In a word: Yes. And although everyone has likely seen an e-cigarette by now, the approximately 313 million Americans who don’t use them probably have only a vague sense of how they differ from conventional cigarettes—let alone the pollution problem they can present.
How they work
Broadly speaking, e-cigarettes have three main components: a cartridge that holds the flavored nicotine “vaping” solution, a heating element, and a lithium ion battery. The user draws on the e-cigarette as she might a conventional smoke. This activates a microprocessor that modulates the heating element, vaporizing the solution, and thus producing a flavored nicotine aerosol that provides a sensation akin to smoking when inhaled.
How e-cigarettes pollute
Conventional cigarette butts comprise approximately 38 percent of litter worldwide; and conventional cigarette filters are made of cellulose acetate, which takes about 12 years to biodegrade into its more ecologically benign constituents.

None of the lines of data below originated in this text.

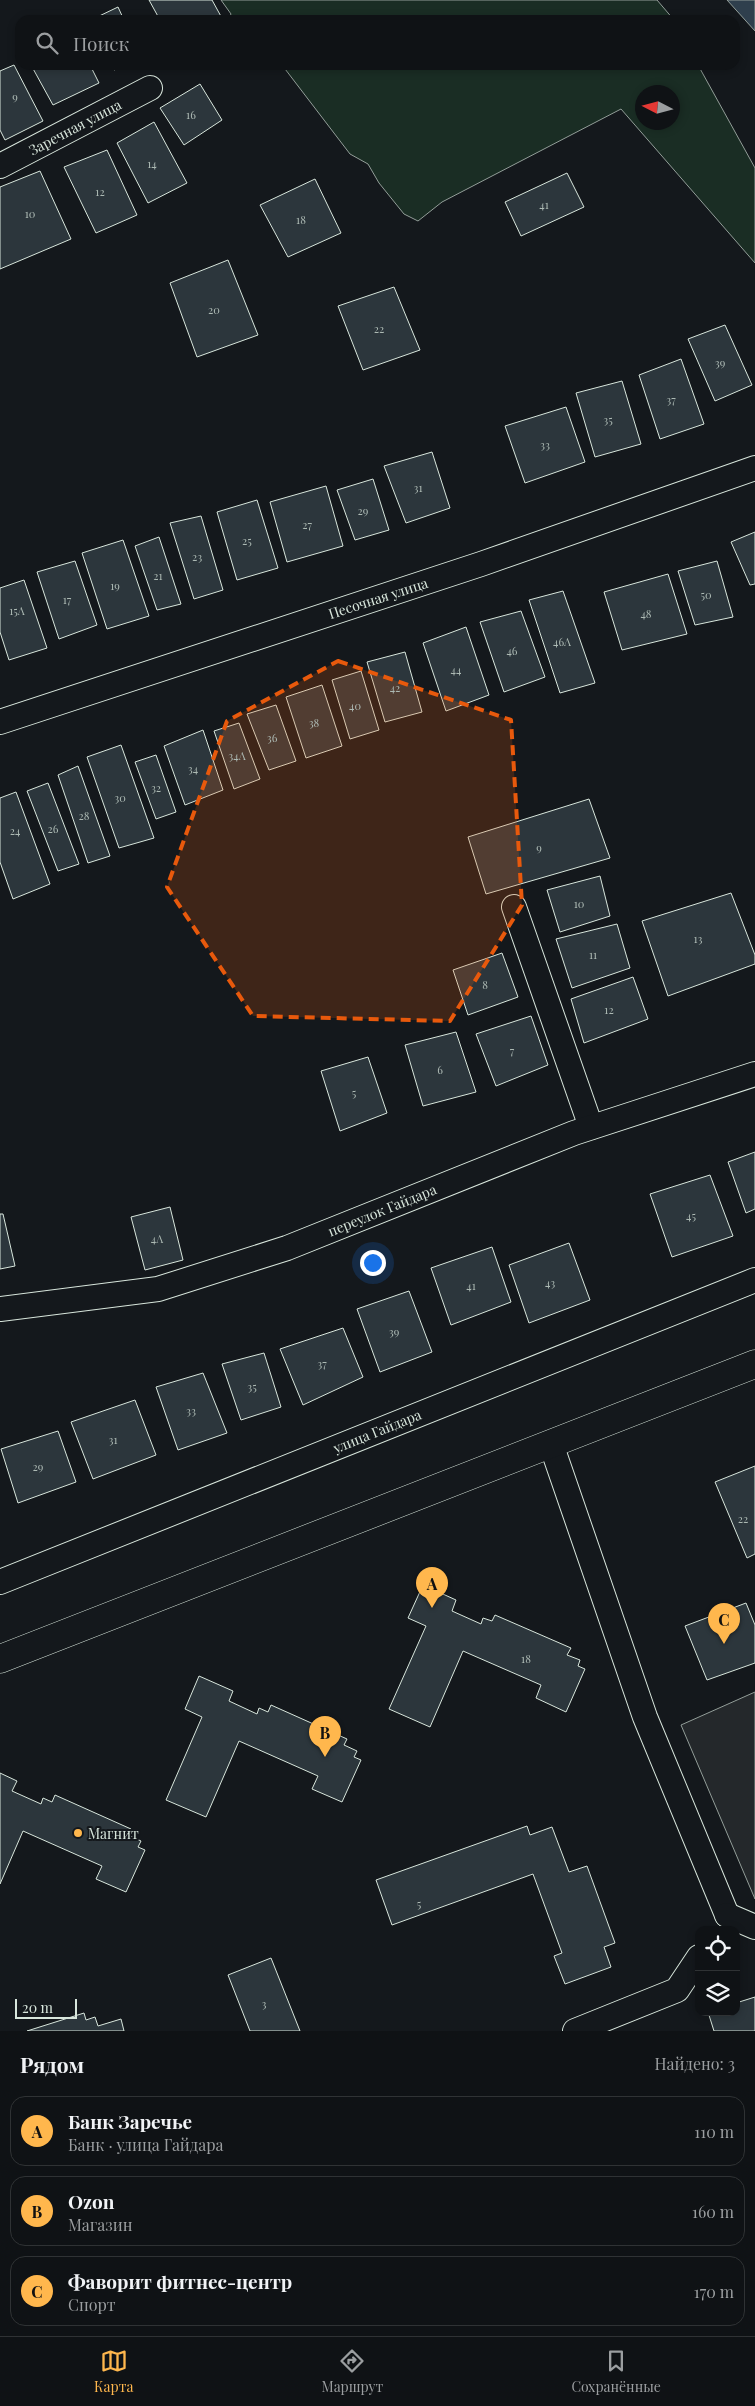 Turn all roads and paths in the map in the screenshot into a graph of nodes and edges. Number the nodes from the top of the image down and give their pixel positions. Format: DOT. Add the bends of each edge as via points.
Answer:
graph roads {
  1 [pos="150,88"];
  2 [pos="0,166"];
  3 [pos="755,468"];
  4 [pos="0,722"];
  5 [pos="514,908"];
  6 [pos="755,1074"];
  7 [pos="591,1127"];
  8 [pos="755,1280"];
  9 [pos="0,1309"];
  10 [pos="755,1364"];
  11 [pos="551,1444"];
  12 [pos="0,1582"];
  13 [pos="0,1659"];
  14 [pos="722,1922"];
  15 [pos="755,1927"];
  16 [pos="695,1963"];
  17 [pos="575,2031"];
  1 -- 2 [label="street, Заречная улица"];
  3 -- 4 [label="street, Песочная улица" via="480,564"];
  5 -- 7 [label="street"];
  6 -- 7 [label="street, переулок Гайдара"];
  7 -- 9 [label="street, переулок Гайдара" via="288,1248 158,1289"];
  8 -- 12 [label="street, улица Гайдара"];
  10 -- 11 [label="main road"];
  11 -- 13 [label="main road"];
  11 -- 14 [label="street" via="646,1717"];
  14 -- 15 [label="street"];
  16 -- 17 [label="street" via="677,1990"];
} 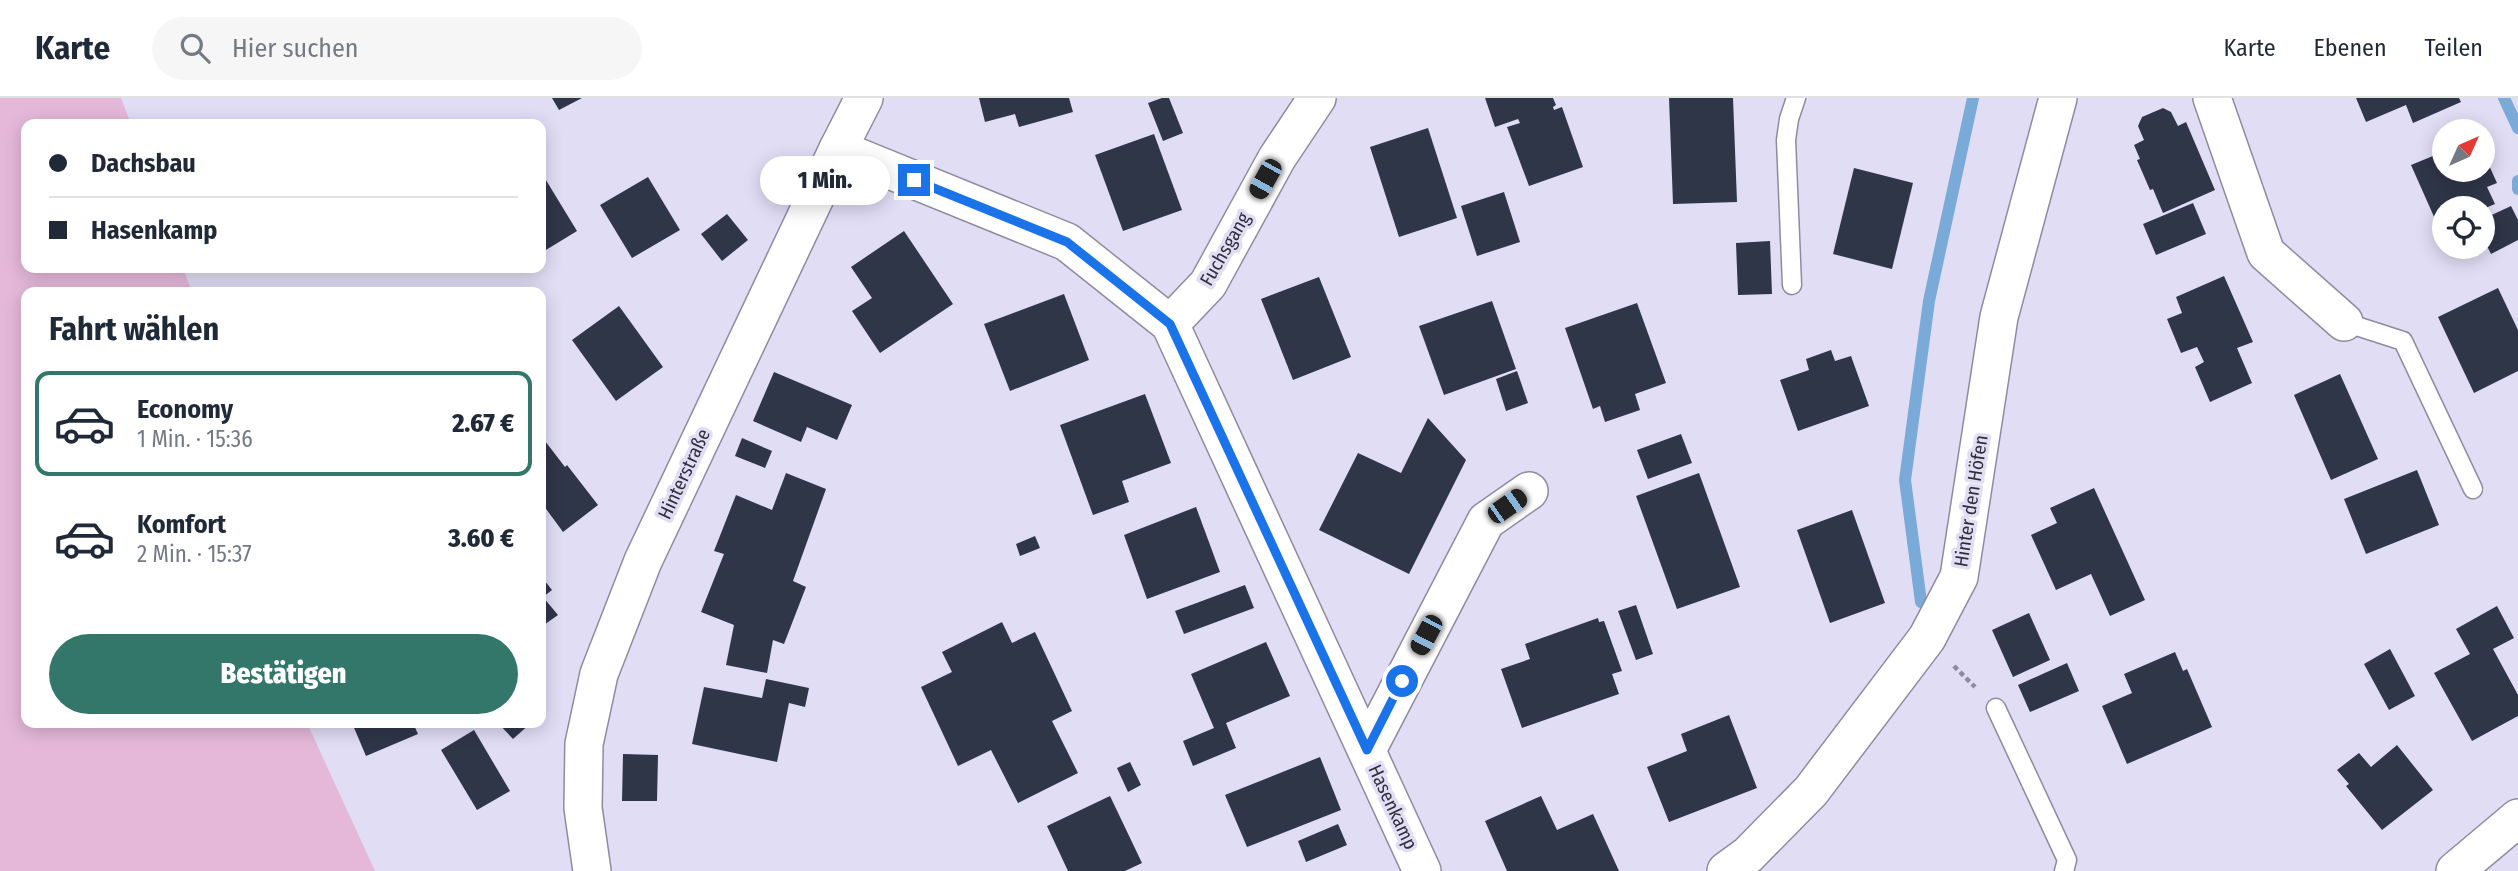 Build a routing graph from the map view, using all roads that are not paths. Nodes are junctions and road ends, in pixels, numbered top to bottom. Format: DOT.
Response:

So e-cigarettes are doubtless more eco-friendly than their conventional counterparts. But two “vape” components—the cartridge and the lithium ion battery—require hazardous waste removal.
Disposing of “vape” cartridges
Once expended, “vape” cartridges that held the flavored nicotine solution are typically discarded. However, without proper hazardous waste disposal, cartridges with residual solution pose a threat to domestic pets and wildlife, should the residual nicotine find its way into the environment, and even to children, should they find the expended cartridges and play with them.
On the consumer level, many e-cigarette manufacturers and vendors nowadays offer recycling programs, with the incentive of discounted or free products for so many “vapes” returned for reclamation. This is an easier path to eco-friendly behavior than doing it yourself.
According to most authorities, the proper disposal of e-cigarette cartridges requires removing the filler material, rinsing it under running water until all nicotine residues are removed, and then wrapping it in a scrap of biodegradable material. The cartridge itself should be similarly rinsed and then sealed with its original plug. Only then can it all be discarded as you would any other plastic waste.
For commercial and industrial enterprises, many jurisdictions stipulate that any discarded waste containing any concentration of nicotine requires hazardous waste management, and the rules can be severe. For example, in Minnesota, there is no minimal amount or concentration of nicotine-containing material that is exempt from regulation, and specified e-cigarette waste includes but isn’t limited to:
- Vaping liquid itself
- Shipping or storage containers for e-cigarette cartridges
- Used e-cigarette cartridges that have not been triple-rinsed
- Waste water from triple-rinsing e-cigarette cartridges
- E-cigarettes themselves
Disposing of “vape” lithium ion batteries
For retail consumers, the EPA doesn’t regulate the disposal of batteries in small quantities, although local jurisdictions might have specific rules for electronic waste disposal. This is because it’s dangerous to toss lithium ion batteries into a trash or recycling bin. How so?
Once in the back of a refuse or recycling truck, surrounded by dry paper and cardboard, pressure and heat can cause lithium ion batteries to spark, causing a rolling inferno. In fact, lithium ion batteries are one of the leading causes of recycling-truck fires.
According to their manufacturers, safe disposal of lithium ion batteries requires ensuring that they’re fully discharged and cooled, then submerging them in cold saltwater for two weeks—covered securely with a lid—before wrapping them in newspaper and placing them in the trash.
Again, the easier path is to take advantage of recycling programs offered by e-cigarette manufacturers and vendors. Alternatively, you can check with your municipality regarding guidelines for electronic waste disposal; or you can visit one of the many electronic retail stores that offer battery recycling as part of their brand (e.g. Best Buy).
For commercial and industrial users, the recycling of large quantities of batteries is regulated under the Universal Rules of Hazardous Waste regulations (40 CFR PART 273), which are imprecise enough about batteries to require careful interpretation and expert advice. Some things you’ll need to determine:
- Do you generate, collect, or transport these batteries?
- Do you store these batteries but aren’t the reclaimer?
- Do you store these batteries before you reclaim them?
- Do you export these batteries to be reclaimed in another country?
- Will your batteries be reclaimed through regeneration (e.g. electrolyte replacement?)
- Will your batteries be reclaimed by some other process?
- And lots more
For the estimated 36.5 million American adults who are addicted to smoking or otherwise crave nicotine, e-cigarettes are patently safer than smoking tobacco, and their leftovers represent less of an ecological risk than the estimated 4.5 trillion cigarette butts that find their way into the worldwide environment every year. Nonetheless, e-cigarette leftovers are not benign, and in quantity require expert advice about hazardous waste management.